Dahlstrom, who is also a member of the attorney general’s task force, guides the students through each point of view and the difficult questions that arise. “Why do we distinguish between prostitution and trafficking? Where are those lines? What’s the utility of those lines? Is a victim of trafficking somehow more deserving than someone who’s involved with prostitution? We really grapple with those issues in the clinic. … And what I hope students come out of it with is a wider understanding of the complexity at play here.”
It’s a complexity that the attorney general understands, as she told clinic students, from her experience with the sensitive and complex nature of child abuse cases, which have provided a model for addressing instances of trafficking. Coakley informed the BU Law clinic that her office involves multidisciplinary forces—including law enforcement, psychologists, doctors and, now, law students—to work through each unique case together.
“This is a brave new world for us,” Coakley remarked. “I am really proud that BU has undertaken this.”

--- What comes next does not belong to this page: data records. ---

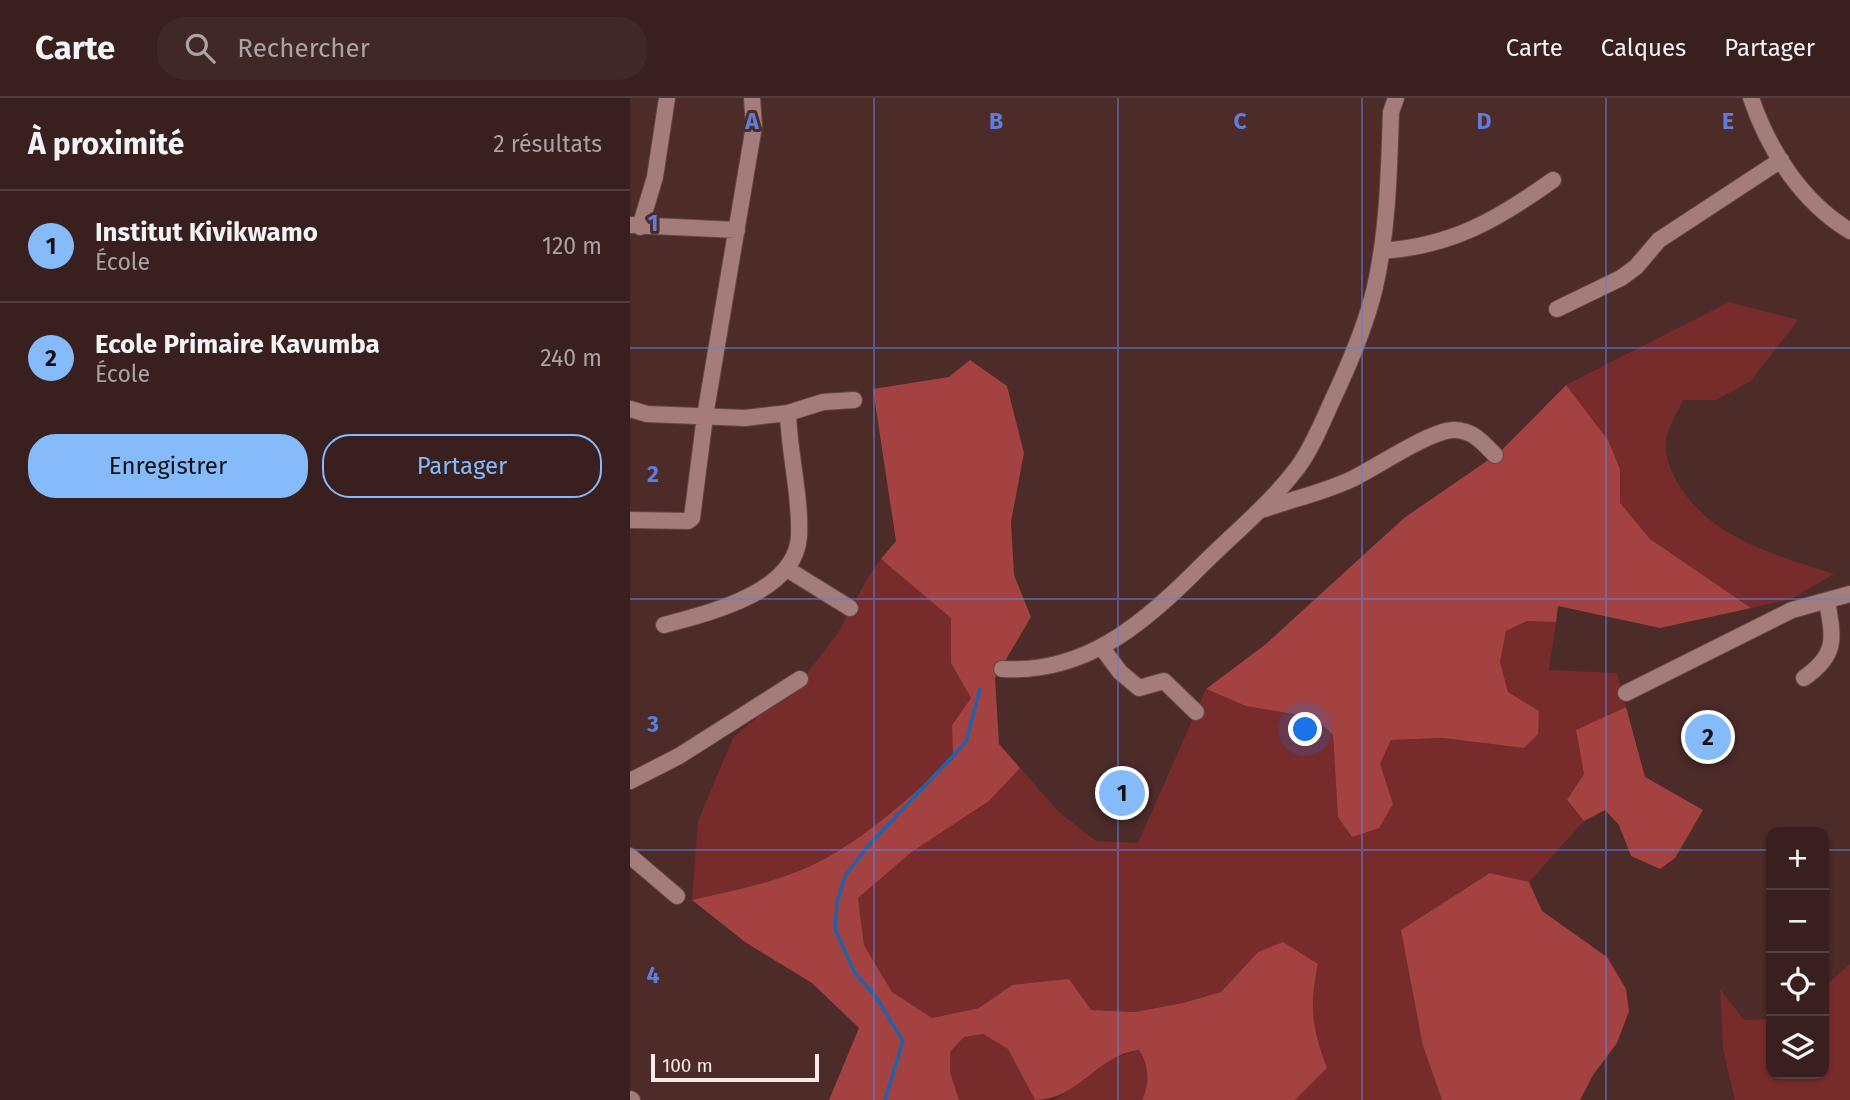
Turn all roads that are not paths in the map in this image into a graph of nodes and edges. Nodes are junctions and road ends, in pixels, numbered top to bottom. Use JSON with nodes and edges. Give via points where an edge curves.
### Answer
{"nodes":[{"id":1,"x":667,"y":98,"type":"edge"},
{"id":2,"x":752,"y":98,"type":"edge"},
{"id":3,"x":1396,"y":98,"type":"edge"},
{"id":4,"x":1751,"y":98,"type":"edge"},
{"id":5,"x":1781,"y":160,"type":"junction"},
{"id":6,"x":1553,"y":180,"type":"dead end"},
{"id":7,"x":635,"y":226,"type":"edge"},
{"id":8,"x":737,"y":230,"type":"junction"},
{"id":9,"x":1850,"y":231,"type":"edge"},
{"id":10,"x":1382,"y":251,"type":"junction"},
{"id":11,"x":1558,"y":309,"type":"dead end"},
{"id":12,"x":854,"y":400,"type":"dead end"},
{"id":13,"x":630,"y":409,"type":"edge"},
{"id":14,"x":788,"y":412,"type":"junction"},
{"id":15,"x":705,"y":416,"type":"junction"},
{"id":16,"x":1494,"y":455,"type":"dead end"},
{"id":17,"x":1262,"y":510,"type":"junction"},
{"id":18,"x":630,"y":520,"type":"edge"},
{"id":19,"x":787,"y":569,"type":"junction"},
{"id":20,"x":1850,"y":594,"type":"edge"},
{"id":21,"x":1827,"y":602,"type":"junction"},
{"id":22,"x":850,"y":608,"type":"dead end"},
{"id":23,"x":664,"y":625,"type":"dead end"},
{"id":24,"x":1102,"y":648,"type":"junction"},
{"id":25,"x":1002,"y":669,"type":"dead end"},
{"id":26,"x":1804,"y":678,"type":"dead end"},
{"id":27,"x":800,"y":679,"type":"dead end"},
{"id":28,"x":1626,"y":693,"type":"dead end"},
{"id":29,"x":1196,"y":712,"type":"dead end"},
{"id":30,"x":630,"y":781,"type":"edge"},
{"id":31,"x":630,"y":856,"type":"edge"},
{"id":32,"x":677,"y":895,"type":"dead end"}],
"edges":[{"from":1,"to":7,"type":"street","via":[[654,177]]},
{"from":2,"to":8,"type":"street","via":[[754,125]]},
{"from":3,"to":10,"type":"street","via":[[1391,112]]},
{"from":4,"to":5,"type":"street"},
{"from":5,"to":9,"type":"street","via":[[1802,193]]},
{"from":5,"to":11,"type":"street","via":[[1659,240],[1621,278]]},
{"from":6,"to":10,"type":"street","via":[[1506,213],[1445,242]]},
{"from":7,"to":8,"type":"street"},
{"from":8,"to":15,"type":"street"},
{"from":10,"to":17,"type":"street","via":[[1375,289],[1350,362],[1324,419],[1300,465]]},
{"from":12,"to":14,"type":"street","via":[[823,402]]},
{"from":13,"to":15,"type":"street"},
{"from":14,"to":15,"type":"street","via":[[745,418]]},
{"from":14,"to":19,"type":"street","via":[[799,536]]},
{"from":15,"to":18,"type":"street","via":[[692,518]]},
{"from":16,"to":17,"type":"street","via":[[1474,433],[1453,430],[1424,438],[1349,480]]},
{"from":17,"to":24,"type":"street","via":[[1168,599]]},
{"from":19,"to":22,"type":"street"},
{"from":19,"to":23,"type":"street","via":[[742,599]]},
{"from":20,"to":21,"type":"street"},
{"from":21,"to":26,"type":"street","via":[[1832,646],[1819,667]]},
{"from":21,"to":28,"type":"street","via":[[1792,610]]},
{"from":24,"to":25,"type":"street","via":[[1032,671]]},
{"from":24,"to":29,"type":"street","via":[[1139,688],[1164,681]]},
{"from":27,"to":30,"type":"street"},
{"from":31,"to":32,"type":"street"}]}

“The Attorney General’s Office has really understood the nature of these cases, that without support for survivors they really aren’t in a position to be able to cooperate throughout an investigation,” says Dahlstom. “And then it’s important and integral to have victim service providers, legal services, involved at the early stages in terms of developing trust and support for survivors throughout the process.”
Tackling trafficking beyond the courtroom
The clinic’s structure reinforces this multi-pronged approach. For one, the students work out of the Family Justice Center, a comprehensive model that “pairs law enforcement upstairs with social and legal services providers in the same building,” describes Dahlstrom. The clinic also shares space and works hand-in-hand with Kim’s Project, a survivor-led initiative offering support services for those who have been working in the sex trade.

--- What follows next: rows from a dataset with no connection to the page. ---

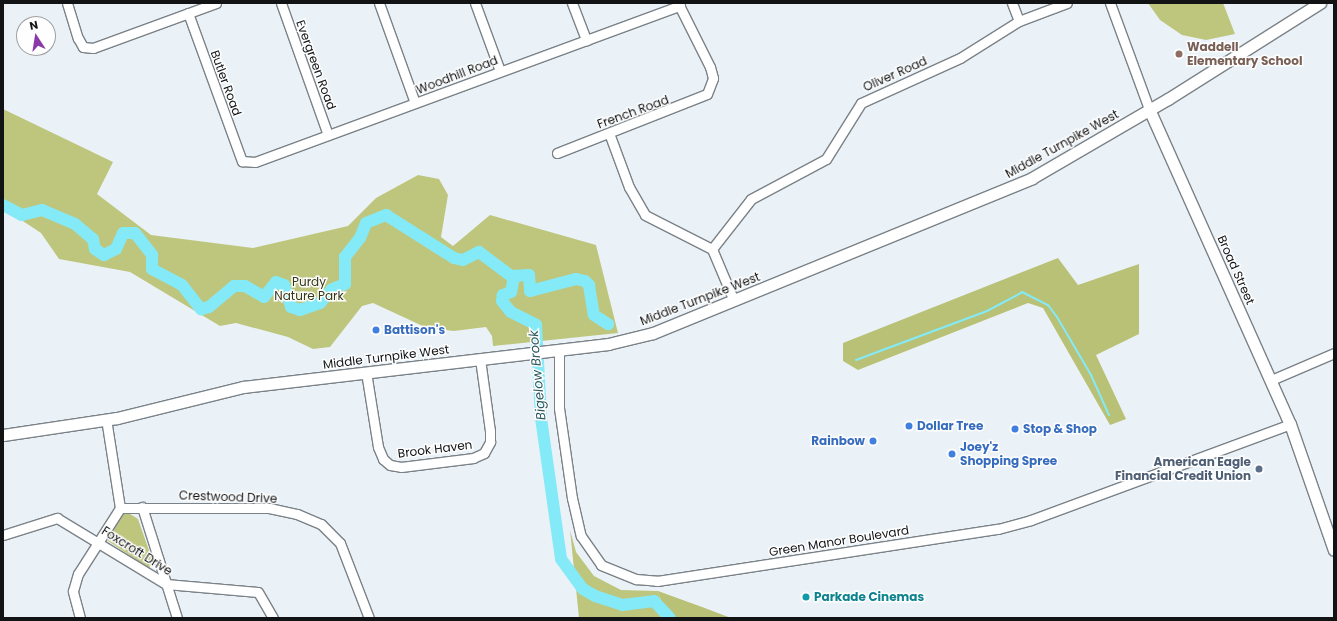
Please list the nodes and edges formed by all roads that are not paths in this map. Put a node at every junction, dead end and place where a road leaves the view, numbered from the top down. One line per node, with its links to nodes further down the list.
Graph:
1 (68, 3): 12 (street)
2 (216, 3): 12 (street)
3 (281, 3): 19 (street, Evergreen Road)
4 (379, 3): 16 (street)
5 (476, 3): 15 (street)
6 (572, 3): 14 (street)
7 (1012, 3): 13 (street)
8 (1066, 3): 13 (street, Oliver Road)
9 (1110, 3): 17 (street, Broad Street)
10 (1320, 3): 17 (main road, Middle Turnpike West)
11 (679, 4): 14 (street, Woodhill Road); 18 (street, French Road)
12 (188, 13): 21 (street, Butler Road)
13 (1019, 21): 22 (street, Oliver Road)
14 (586, 40): 15 (street, Woodhill Road)
15 (500, 71): 16 (street, Woodhill Road)
16 (415, 104): 19 (street, Woodhill Road)
17 (1149, 109): 23 (main road, Middle Turnpike West); 28 (main road, Broad Street)
18 (609, 133): 20 (street, French Road); 22 (street)
19 (328, 135): 21 (street, Woodhill Road)
20 (558, 152)
21 (242, 161)
22 (712, 249): 23 (street)
23 (734, 301): 24 (main road, Middle Turnpike West)
24 (559, 350): 26 (main road, Middle Turnpike West); 30 (street, Green Manor Boulevard)
25 (1334, 353): 28 (street)
26 (480, 359): 27 (main road, Middle Turnpike West); 27 (street, Brook Haven)
27 (366, 372): 29 (main road, Middle Turnpike West)
28 (1271, 380): 30 (main road, Broad Street)
29 (106, 419): 31 (main road, Middle Turnpike West); 33 (street)
30 (1290, 424): 36 (main road, Broad Street)
31 (3, 435)
32 (142, 507): 33 (street, Crestwood Drive); 37 (street); 41 (street, Crestwood Drive)
33 (120, 508): 35 (street)
34 (3, 535): 35 (street, Foxcroft Drive)
35 (97, 541): 37 (street, Foxcroft Drive); 38 (street)
36 (1334, 550)
37 (166, 584): 39 (street); 40 (street, Foxcroft Drive)
38 (80, 618)
39 (177, 618)
40 (273, 618)
41 (369, 618)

“We’re at the very beginning really of developing theoretical models for how to provide those services effectively, both legal services and all the other pieces,” Dahlstrom notes. “We’re really hoping that the students can get involved in developing those models.”
Each clinic student also must develop a project beyond client contact work to impact Massachusetts’ fight against trafficking. For example, Nam-Giao Do and fellow student Tina Borysthen-Tkacz worked with WilmerHale and the AG’s Office to develop a human trafficking manual for Massachusetts attorneys.
“It’s another way for me to build my legal research and writing skills, as well as see how this manual can assist lawyers in stepping up in a role assisting trafficked victims,” says Do.
Other projects include training probation officers and providing feedback to the Attorney General’s Office on an amicus brief in ACLU vs. Sebelius, a First Circuit case addressing whether faith-based organizations that receive federal funding can restrict trafficking victims’ access to family planning services.
Dahlstrom notes that her students “really have had the chance to be involved in a formative stage of developing [anti-trafficking] models in Massachusetts.”
At the close of the clinic’s first semester, students had already won several small victories for their clients, and four students will continue volunteering through the spring.
“I tell the students really it takes time, it takes a connection, establishing a real connection, and there’s no substitute for time,” says Dahlstrom. “Slowly we’re identifying more clients in need of services and hopefully providing those services to people, and I think with that built momentum in terms of learning about the legislation and what it means.”